- **Task statement**:
Your response should match the records line for line.

START Recorded information

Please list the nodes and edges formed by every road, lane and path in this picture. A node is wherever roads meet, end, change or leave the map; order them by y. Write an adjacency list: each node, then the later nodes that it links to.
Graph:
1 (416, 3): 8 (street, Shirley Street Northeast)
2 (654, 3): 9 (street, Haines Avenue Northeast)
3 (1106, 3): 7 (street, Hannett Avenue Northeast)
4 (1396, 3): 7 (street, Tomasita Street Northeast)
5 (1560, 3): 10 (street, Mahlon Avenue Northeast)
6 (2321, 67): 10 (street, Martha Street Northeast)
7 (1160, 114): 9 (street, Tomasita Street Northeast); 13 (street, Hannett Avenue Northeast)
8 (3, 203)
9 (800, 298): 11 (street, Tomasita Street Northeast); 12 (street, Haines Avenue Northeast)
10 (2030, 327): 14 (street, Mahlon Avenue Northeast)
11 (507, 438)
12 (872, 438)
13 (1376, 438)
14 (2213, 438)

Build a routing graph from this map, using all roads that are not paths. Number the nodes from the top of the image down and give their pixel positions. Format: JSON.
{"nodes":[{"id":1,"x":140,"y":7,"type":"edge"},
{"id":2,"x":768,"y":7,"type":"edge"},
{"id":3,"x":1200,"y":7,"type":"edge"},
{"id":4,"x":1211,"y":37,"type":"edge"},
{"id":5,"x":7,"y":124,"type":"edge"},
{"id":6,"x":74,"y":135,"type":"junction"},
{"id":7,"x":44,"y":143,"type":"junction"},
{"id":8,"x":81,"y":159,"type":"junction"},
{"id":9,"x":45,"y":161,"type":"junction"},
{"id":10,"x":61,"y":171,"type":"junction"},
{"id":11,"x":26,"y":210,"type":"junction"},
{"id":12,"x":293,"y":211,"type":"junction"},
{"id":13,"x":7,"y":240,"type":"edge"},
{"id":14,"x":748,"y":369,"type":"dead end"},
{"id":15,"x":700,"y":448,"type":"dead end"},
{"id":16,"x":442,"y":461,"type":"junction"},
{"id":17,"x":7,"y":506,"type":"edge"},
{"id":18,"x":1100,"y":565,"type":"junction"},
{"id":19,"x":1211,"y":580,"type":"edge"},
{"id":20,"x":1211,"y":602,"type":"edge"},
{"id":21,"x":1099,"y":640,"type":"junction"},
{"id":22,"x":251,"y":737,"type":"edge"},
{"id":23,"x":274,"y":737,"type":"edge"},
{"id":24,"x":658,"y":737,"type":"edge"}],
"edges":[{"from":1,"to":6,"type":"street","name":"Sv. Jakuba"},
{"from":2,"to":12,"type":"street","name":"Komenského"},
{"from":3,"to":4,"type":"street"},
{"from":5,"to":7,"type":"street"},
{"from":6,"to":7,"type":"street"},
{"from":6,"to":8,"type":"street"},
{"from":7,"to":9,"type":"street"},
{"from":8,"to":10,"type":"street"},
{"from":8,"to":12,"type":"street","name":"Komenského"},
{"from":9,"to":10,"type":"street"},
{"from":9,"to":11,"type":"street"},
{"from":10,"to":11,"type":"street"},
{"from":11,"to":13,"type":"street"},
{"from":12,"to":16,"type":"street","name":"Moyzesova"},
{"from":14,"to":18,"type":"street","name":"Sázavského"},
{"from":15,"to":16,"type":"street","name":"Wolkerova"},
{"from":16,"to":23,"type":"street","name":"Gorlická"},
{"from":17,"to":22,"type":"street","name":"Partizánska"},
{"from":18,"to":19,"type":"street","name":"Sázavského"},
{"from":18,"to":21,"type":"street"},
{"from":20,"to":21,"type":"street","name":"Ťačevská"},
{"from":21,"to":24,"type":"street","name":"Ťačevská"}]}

END Recorded information

- **Solution to the problem**:
Please list the nodes and edges formed by every road, lane and path in this picture. A node is wherever roads meet, end, change or leave the map; order them by y. Write an adjacency list: each node, then the later nodes that it links to.
Graph:
1 (416, 3): 8 (street, Shirley Street Northeast)
2 (654, 3): 9 (street, Haines Avenue Northeast)
3 (1106, 3): 7 (street, Hannett Avenue Northeast)
4 (1396, 3): 7 (street, Tomasita Street Northeast)
5 (1560, 3): 10 (street, Mahlon Avenue Northeast)
6 (2321, 67): 10 (street, Martha Street Northeast)
7 (1160, 114): 9 (street, Tomasita Street Northeast); 13 (street, Hannett Avenue Northeast)
8 (3, 203)
9 (800, 298): 11 (street, Tomasita Street Northeast); 12 (street, Haines Avenue Northeast)
10 (2030, 327): 14 (street, Mahlon Avenue Northeast)
11 (507, 438)
12 (872, 438)
13 (1376, 438)
14 (2213, 438)

Build a routing graph from this map, using all roads that are not paths. Number the nodes from the top of the image down and give their pixel positions. Format: JSON.
{"nodes":[{"id":1,"x":140,"y":7,"type":"edge"},
{"id":2,"x":768,"y":7,"type":"edge"},
{"id":3,"x":1200,"y":7,"type":"edge"},
{"id":4,"x":1211,"y":37,"type":"edge"},
{"id":5,"x":7,"y":124,"type":"edge"},
{"id":6,"x":74,"y":135,"type":"junction"},
{"id":7,"x":44,"y":143,"type":"junction"},
{"id":8,"x":81,"y":159,"type":"junction"},
{"id":9,"x":45,"y":161,"type":"junction"},
{"id":10,"x":61,"y":171,"type":"junction"},
{"id":11,"x":26,"y":210,"type":"junction"},
{"id":12,"x":293,"y":211,"type":"junction"},
{"id":13,"x":7,"y":240,"type":"edge"},
{"id":14,"x":748,"y":369,"type":"dead end"},
{"id":15,"x":700,"y":448,"type":"dead end"},
{"id":16,"x":442,"y":461,"type":"junction"},
{"id":17,"x":7,"y":506,"type":"edge"},
{"id":18,"x":1100,"y":565,"type":"junction"},
{"id":19,"x":1211,"y":580,"type":"edge"},
{"id":20,"x":1211,"y":602,"type":"edge"},
{"id":21,"x":1099,"y":640,"type":"junction"},
{"id":22,"x":251,"y":737,"type":"edge"},
{"id":23,"x":274,"y":737,"type":"edge"},
{"id":24,"x":658,"y":737,"type":"edge"}],
"edges":[{"from":1,"to":6,"type":"street","name":"Sv. Jakuba"},
{"from":2,"to":12,"type":"street","name":"Komenského"},
{"from":3,"to":4,"type":"street"},
{"from":5,"to":7,"type":"street"},
{"from":6,"to":7,"type":"street"},
{"from":6,"to":8,"type":"street"},
{"from":7,"to":9,"type":"street"},
{"from":8,"to":10,"type":"street"},
{"from":8,"to":12,"type":"street","name":"Komenského"},
{"from":9,"to":10,"type":"street"},
{"from":9,"to":11,"type":"street"},
{"from":10,"to":11,"type":"street"},
{"from":11,"to":13,"type":"street"},
{"from":12,"to":16,"type":"street","name":"Moyzesova"},
{"from":14,"to":18,"type":"street","name":"Sázavského"},
{"from":15,"to":16,"type":"street","name":"Wolkerova"},
{"from":16,"to":23,"type":"street","name":"Gorlická"},
{"from":17,"to":22,"type":"street","name":"Partizánska"},
{"from":18,"to":19,"type":"street","name":"Sázavského"},
{"from":18,"to":21,"type":"street"},
{"from":20,"to":21,"type":"street","name":"Ťačevská"},
{"from":21,"to":24,"type":"street","name":"Ťačevská"}]}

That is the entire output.